» DATA LISTING
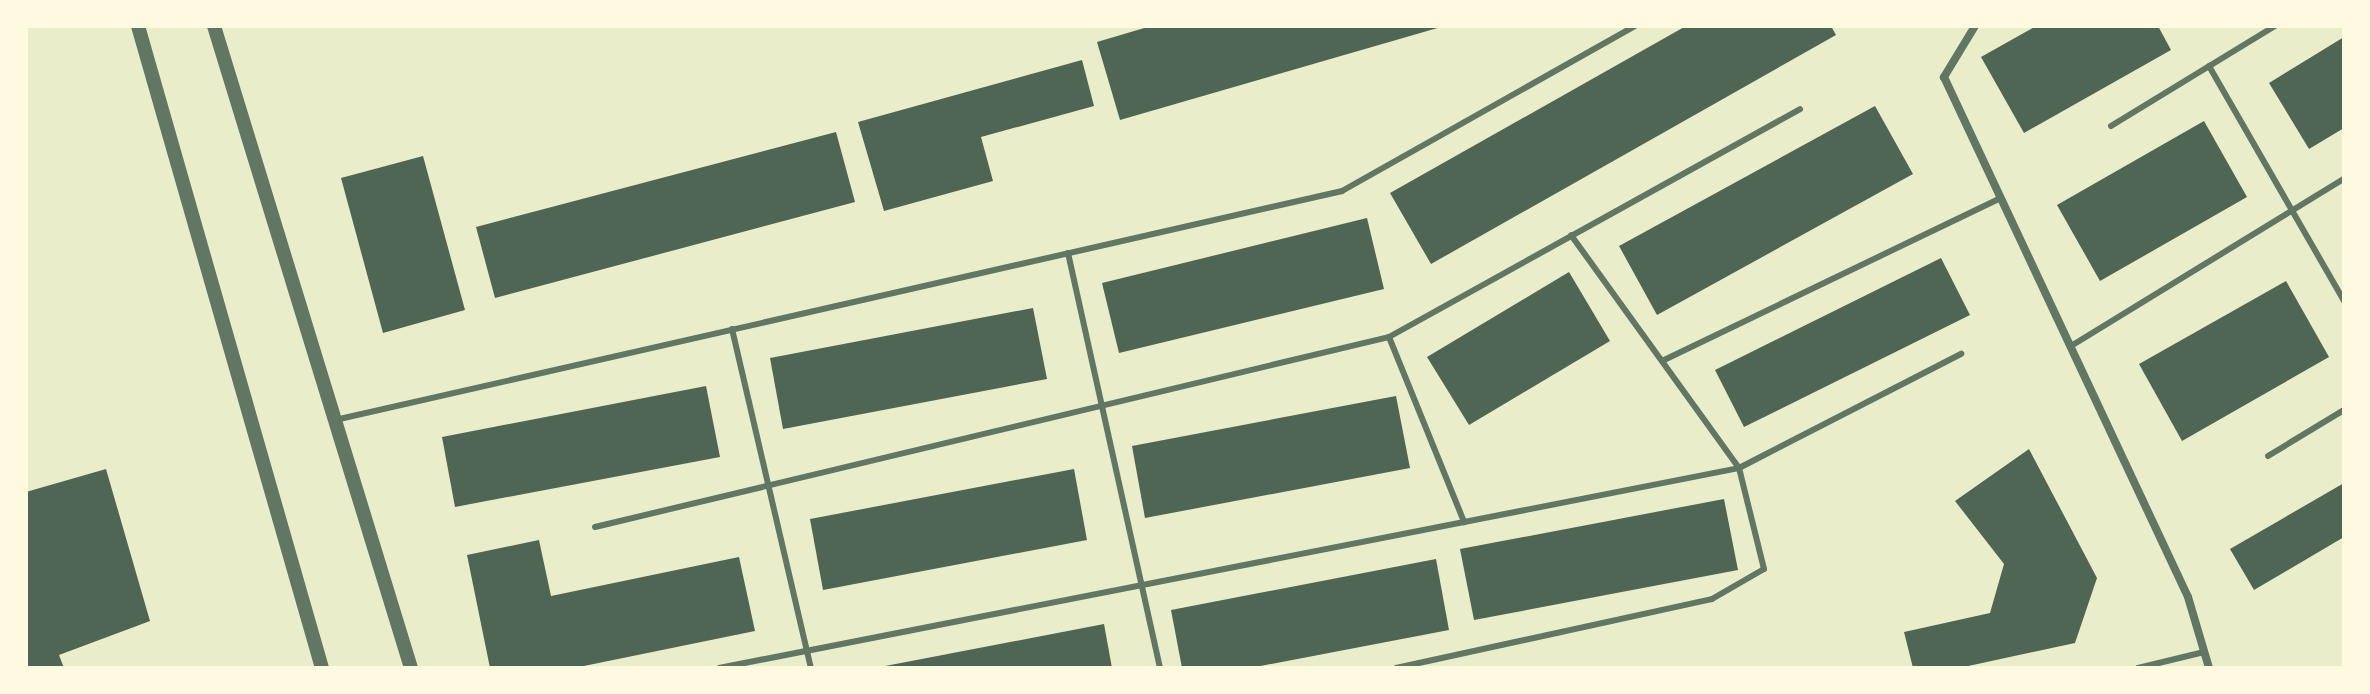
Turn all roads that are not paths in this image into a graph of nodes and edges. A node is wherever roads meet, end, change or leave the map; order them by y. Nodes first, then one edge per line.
1 (138, 26) edge
2 (214, 26) edge
3 (1635, 26) edge
4 (1975, 26) edge
5 (2275, 26) edge
6 (2209, 66) junction
7 (1800, 109) dead end
8 (2111, 126) dead end
9 (2344, 179) edge
10 (2001, 198) junction
11 (2292, 210) junction
12 (1571, 235) junction
13 (1068, 253) junction
14 (2344, 301) edge
15 (732, 329) junction
16 (1389, 337) junction
17 (2071, 346) junction
18 (1961, 354) dead end
19 (1662, 361) junction
20 (1102, 406) junction
21 (2344, 410) edge
22 (335, 420) junction
23 (2268, 456) dead end
24 (1739, 468) junction
25 (768, 485) junction
26 (1464, 522) junction
27 (595, 527) dead end
28 (1142, 586) junction
29 (807, 651) junction
30 (2204, 652) junction
31 (1446, 657) junction
32 (322, 668) edge
33 (411, 668) edge
34 (719, 668) edge
35 (811, 668) edge
36 (1160, 668) edge
37 (1396, 668) edge
38 (1448, 668) edge
39 (2138, 668) edge
40 (2209, 668) edge

1 - 32 street
2 - 22 street
3 - 13 lane
4 - 10 street
5 - 6 lane
6 - 8 lane
6 - 11 lane
7 - 12 lane
9 - 11 lane
10 - 17 street
10 - 19 lane
11 - 14 lane
11 - 17 lane
12 - 16 lane
12 - 19 lane
13 - 15 lane
13 - 20 lane
15 - 22 lane
15 - 25 lane
16 - 20 lane
16 - 26 lane
17 - 30 street
18 - 24 lane
19 - 24 lane
20 - 25 lane
20 - 28 lane
21 - 23 lane
22 - 33 street
24 - 26 lane
24 - 31 lane
25 - 27 lane
25 - 29 lane
26 - 28 lane
28 - 29 lane
28 - 36 lane
29 - 34 lane
29 - 35 lane
30 - 39 lane
30 - 40 street
31 - 37 lane
31 - 38 lane

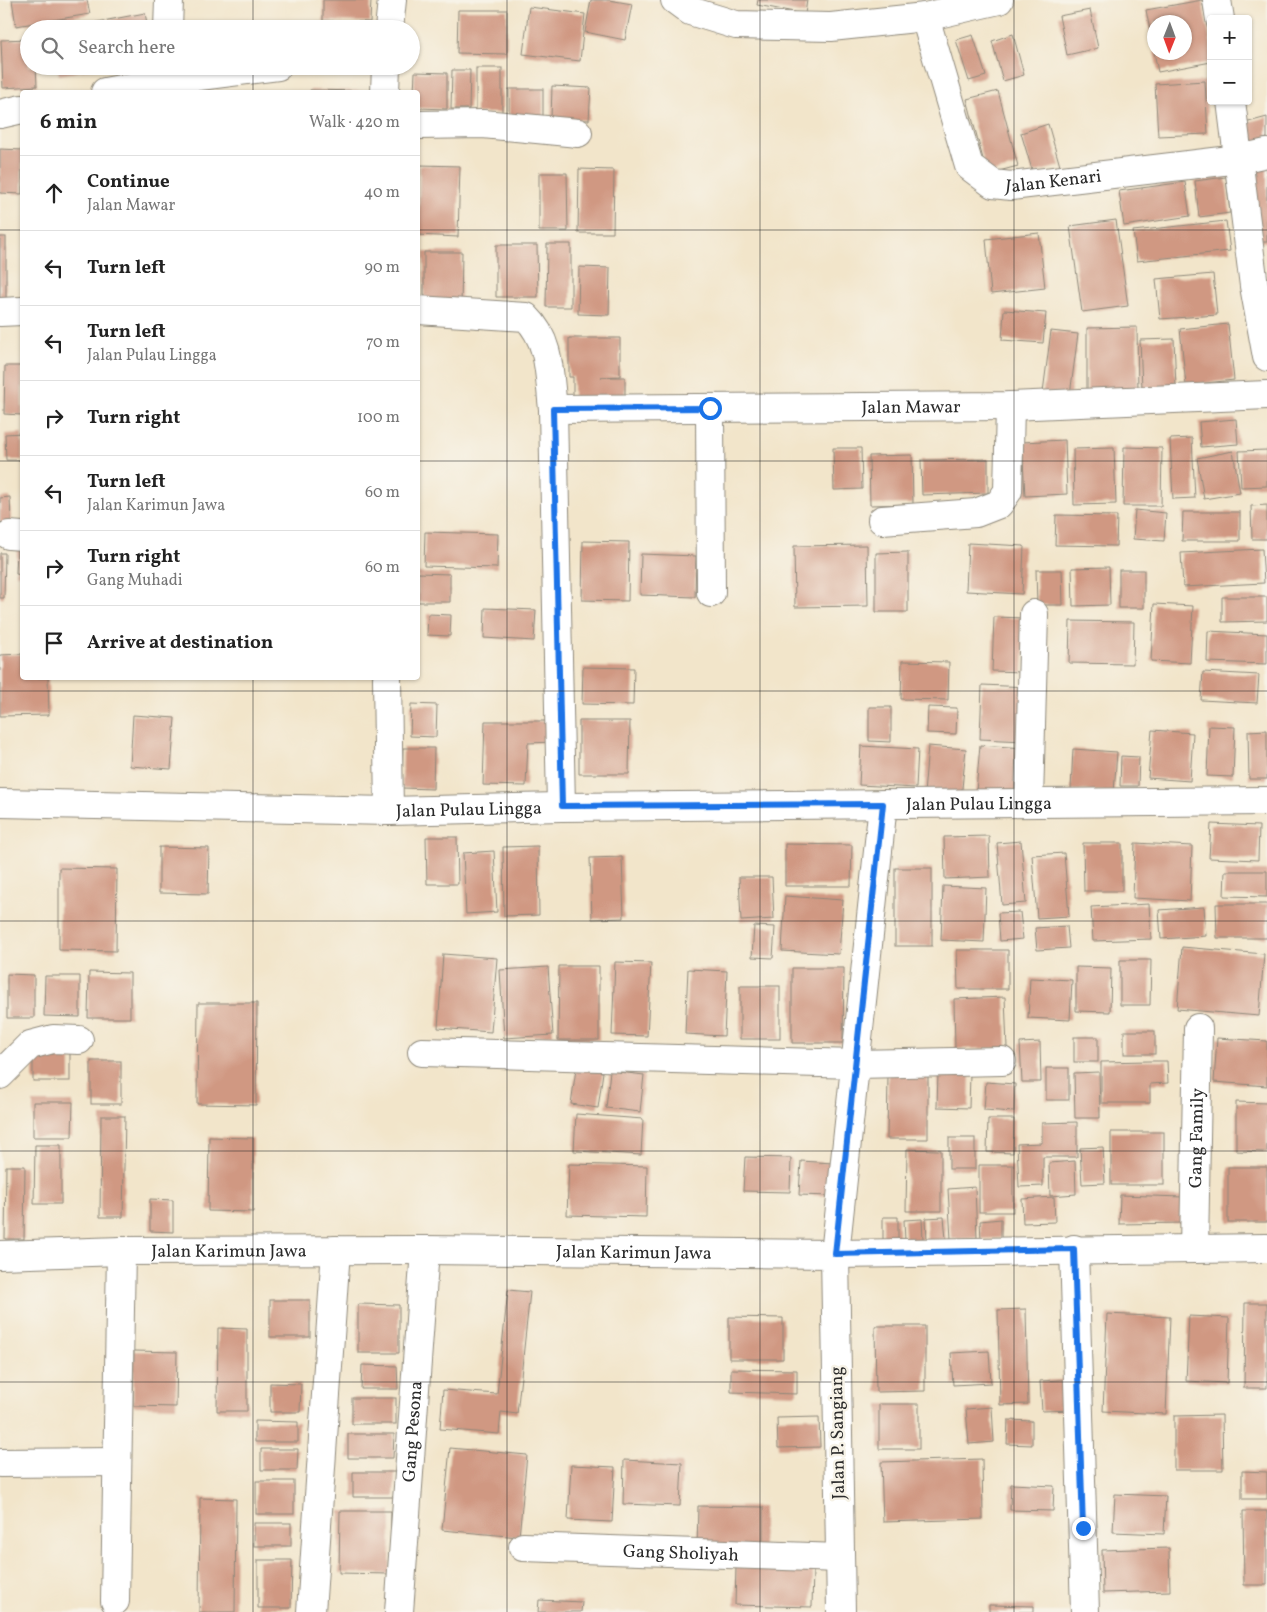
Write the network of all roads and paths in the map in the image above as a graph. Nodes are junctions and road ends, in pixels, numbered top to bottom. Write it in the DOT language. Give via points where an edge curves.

» WORK REQUEST
Would you give the records again exactly, dropping the pictures?

» WRITTEN ANSWER
Turn all roads that are not paths in this image into a graph of nodes and edges. A node is wherever roads meet, end, change or leave the map; order them by y. Nodes first, then one edge per line.
1 (138, 26) edge
2 (214, 26) edge
3 (1635, 26) edge
4 (1975, 26) edge
5 (2275, 26) edge
6 (2209, 66) junction
7 (1800, 109) dead end
8 (2111, 126) dead end
9 (2344, 179) edge
10 (2001, 198) junction
11 (2292, 210) junction
12 (1571, 235) junction
13 (1068, 253) junction
14 (2344, 301) edge
15 (732, 329) junction
16 (1389, 337) junction
17 (2071, 346) junction
18 (1961, 354) dead end
19 (1662, 361) junction
20 (1102, 406) junction
21 (2344, 410) edge
22 (335, 420) junction
23 (2268, 456) dead end
24 (1739, 468) junction
25 (768, 485) junction
26 (1464, 522) junction
27 (595, 527) dead end
28 (1142, 586) junction
29 (807, 651) junction
30 (2204, 652) junction
31 (1446, 657) junction
32 (322, 668) edge
33 (411, 668) edge
34 (719, 668) edge
35 (811, 668) edge
36 (1160, 668) edge
37 (1396, 668) edge
38 (1448, 668) edge
39 (2138, 668) edge
40 (2209, 668) edge

1 - 32 street
2 - 22 street
3 - 13 lane
4 - 10 street
5 - 6 lane
6 - 8 lane
6 - 11 lane
7 - 12 lane
9 - 11 lane
10 - 17 street
10 - 19 lane
11 - 14 lane
11 - 17 lane
12 - 16 lane
12 - 19 lane
13 - 15 lane
13 - 20 lane
15 - 22 lane
15 - 25 lane
16 - 20 lane
16 - 26 lane
17 - 30 street
18 - 24 lane
19 - 24 lane
20 - 25 lane
20 - 28 lane
21 - 23 lane
22 - 33 street
24 - 26 lane
24 - 31 lane
25 - 27 lane
25 - 29 lane
26 - 28 lane
28 - 29 lane
28 - 36 lane
29 - 34 lane
29 - 35 lane
30 - 39 lane
30 - 40 street
31 - 37 lane
31 - 38 lane

Write the network of all roads and paths in the map in the image above as a graph. Nodes are junctions and road ends, in pixels, numbered top to bottom. Write it in the DOT language. Give via points where an edge curves.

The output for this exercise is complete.